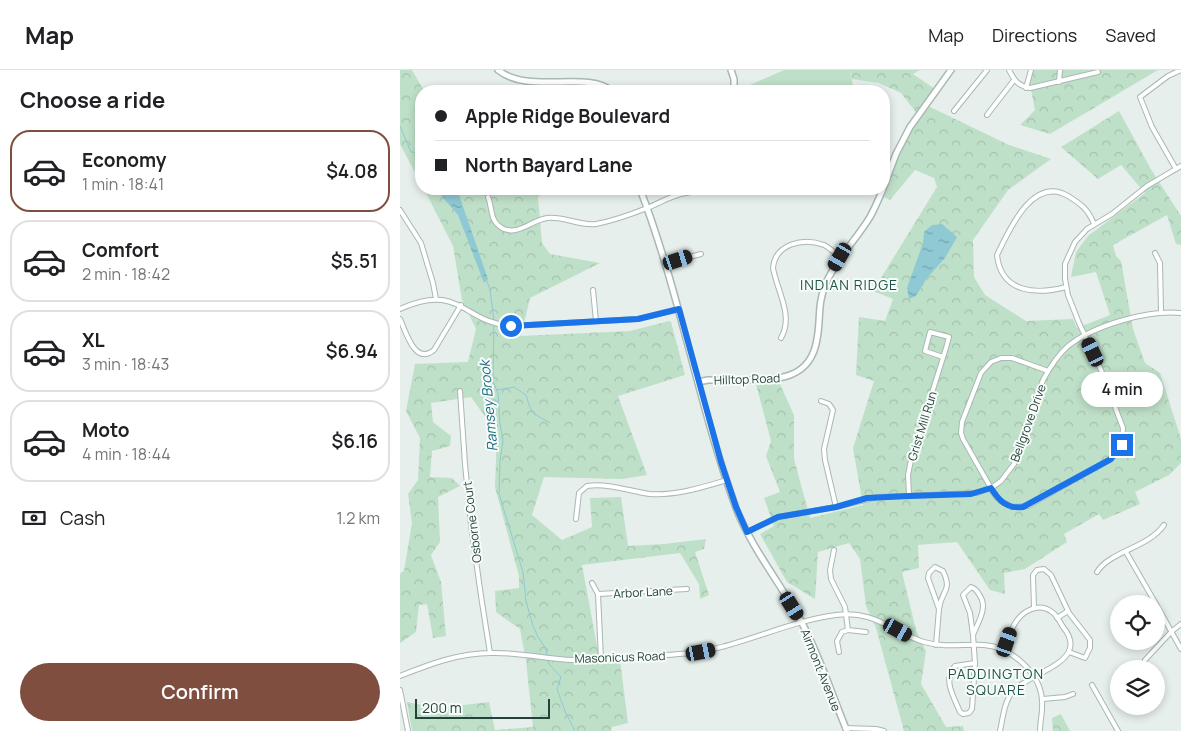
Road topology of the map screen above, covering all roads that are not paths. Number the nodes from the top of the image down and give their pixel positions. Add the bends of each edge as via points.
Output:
1 (498, 70) edge
2 (731, 70) edge
3 (951, 70) edge
4 (987, 70) edge
5 (1009, 70) edge
6 (1031, 70) edge
7 (1060, 70) edge
8 (1181, 70) edge
9 (1098, 72) dead end
10 (1014, 80) junction
11 (1059, 82) junction
12 (599, 85) edge
13 (734, 85) edge
14 (1026, 88) junction
15 (954, 111) dead end
16 (987, 115) dead end
17 (1181, 166) edge
18 (1176, 169) junction
19 (890, 170) edge
20 (643, 195) edge
21 (678, 195) edge
22 (879, 195) edge
23 (488, 197) dead end
24 (648, 208) junction
25 (400, 210) edge
26 (1094, 224) junction
27 (1155, 253) dead end
28 (700, 254) dead end
29 (840, 257) junction
30 (666, 263) junction
31 (1066, 287) junction
32 (593, 290) dead end
33 (436, 299) junction
34 (461, 305) junction
35 (400, 309) edge
36 (679, 309) junction
37 (1161, 312) junction
38 (1181, 313) edge
39 (400, 319) edge
40 (596, 321) junction
41 (1085, 335) junction
42 (781, 338) dead end
43 (943, 357) junction
44 (1048, 371) junction
45 (698, 382) junction
46 (460, 391) dead end
47 (821, 401) dead end
48 (728, 480) junction
49 (991, 488) junction
50 (909, 496) junction
51 (836, 507) junction
52 (576, 519) dead end
53 (1164, 525) dead end
54 (747, 532) junction
55 (834, 550) dead end
56 (1126, 552) junction
57 (1098, 572) dead end
58 (592, 583) dead end
59 (687, 589) dead end
60 (598, 594) junction
61 (1151, 595) edge
62 (1034, 608) junction
63 (939, 609) junction
64 (1068, 610) junction
65 (847, 614) junction
66 (1058, 618) junction
67 (1165, 619) edge
68 (802, 623) junction
69 (1181, 624) edge
70 (848, 630) junction
71 (1172, 631) junction
72 (866, 632) dead end
73 (973, 635) junction
74 (936, 645) junction
75 (974, 645) junction
76 (1181, 649) edge
77 (1004, 650) junction
78 (839, 652) dead end
79 (1069, 652) junction
80 (490, 653) junction
81 (602, 659) junction
82 (1145, 660) dead end
83 (975, 663) junction
84 (400, 676) edge
85 (1034, 678) junction
86 (1092, 685) dead end
87 (400, 690) edge
88 (1073, 694) dead end
89 (1042, 699) junction
90 (846, 729) edge
91 (408, 731) edge
92 (884, 731) edge
93 (1000, 731) edge
94 (1040, 731) edge
95 (1118, 731) edge

1 - 12 street via 523,81
2 - 13 street
3 - 19 street, Hilltop Road via 910,127
4 - 15 street
5 - 10 street
6 - 14 street
7 - 11 street
8 - 18 street via 1140,97 1152,127
9 - 11 street
10 - 14 street
10 - 16 street
11 - 14 street
17 - 18 street
18 - 26 street
20 - 24 street, Airmont Avenue
21 - 24 street
22 - 29 street, Hilltop Road via 870,216
23 - 24 street via 495,222 513,231 547,218 595,224
24 - 30 street, Airmont Avenue
25 - 33 street via 421,243
26 - 31 street via 1071,248 1066,264
26 - 31 street via 1087,209 1053,190 1033,198 1004,240 998,255 1002,272 1015,286 1037,291
27 - 37 street via 1160,263
28 - 30 street
29 - 42 street via 812,242 790,244 777,253 773,268 786,323
29 - 45 street, Hilltop Road via 822,294 815,349 803,368 776,380
30 - 36 street, Airmont Avenue
31 - 41 street
32 - 40 street
33 - 34 street
33 - 35 street via 422,300
34 - 39 street via 434,350 428,354 414,350
34 - 40 street via 504,325
36 - 40 street via 638,319
36 - 45 street, Airmont Avenue
37 - 38 street, Bellgrove Drive
37 - 41 street, Bellgrove Drive via 1140,315
41 - 44 street, Bellgrove Drive via 1061,352
41 - 49 street via 1123,428 1119,450 1111,459 1023,507 1006,505
43 - 43 street, Grist Mill Run via 924,351 930,332 949,337
43 - 50 street, Grist Mill Run via 908,475
44 - 49 street, Bellgrove Drive via 1014,464 1006,476
44 - 49 street via 1006,357 991,362 982,373 962,422 961,433
45 - 48 street, Airmont Avenue
46 - 80 street, Osborne Court via 471,525
47 - 51 street via 829,404 832,410 824,454
48 - 52 street via 663,494 603,485 588,486 579,493
48 - 54 street, Airmont Avenue
49 - 50 street, Bellgrove Drive via 971,494
50 - 51 street, Bellgrove Drive via 876,497
51 - 54 street, Bellgrove Drive via 778,517
53 - 56 street via 1150,539
54 - 68 street, Airmont Avenue
55 - 65 street via 831,579
56 - 57 street via 1103,564
56 - 61 street
58 - 60 street
59 - 60 street, Arbor Lane
60 - 81 street
62 - 64 street via 1033,575 1044,569 1051,575
62 - 66 street via 1046,608
62 - 77 street via 1017,620
63 - 63 street via 948,583 943,571 935,567 928,578
63 - 74 street
64 - 66 street
64 - 79 street via 1091,644 1085,658
65 - 68 street, Masonicus Road
65 - 70 street
65 - 74 street, Masonicus Road via 876,619
66 - 79 street via 1069,635
67 - 71 street
68 - 81 street, Masonicus Road via 701,652
68 - 90 street, Airmont Avenue
69 - 71 street
70 - 72 street
70 - 78 street via 838,637
71 - 76 street
71 - 82 street
73 - 73 street via 984,603 976,589 971,587 963,595
73 - 75 street
74 - 75 street, Masonicus Road
75 - 77 street, Masonicus Road
75 - 83 street
77 - 85 street, Masonicus Road via 1022,661
79 - 85 street
80 - 81 street, Masonicus Road
80 - 84 street, Masonicus Road via 440,661
83 - 83 street via 955,666 948,676 963,714 972,709
85 - 89 street, Masonicus Road
85 - 93 street via 1019,685 1009,697
86 - 95 street
87 - 91 street
88 - 89 street
89 - 94 street, Masonicus Road
90 - 92 street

What you should do: Find every line above that contains the word "Grist", and return each one.

Problem solution:
43 - 43 street, Grist Mill Run via 924,351 930,332 949,337
43 - 50 street, Grist Mill Run via 908,475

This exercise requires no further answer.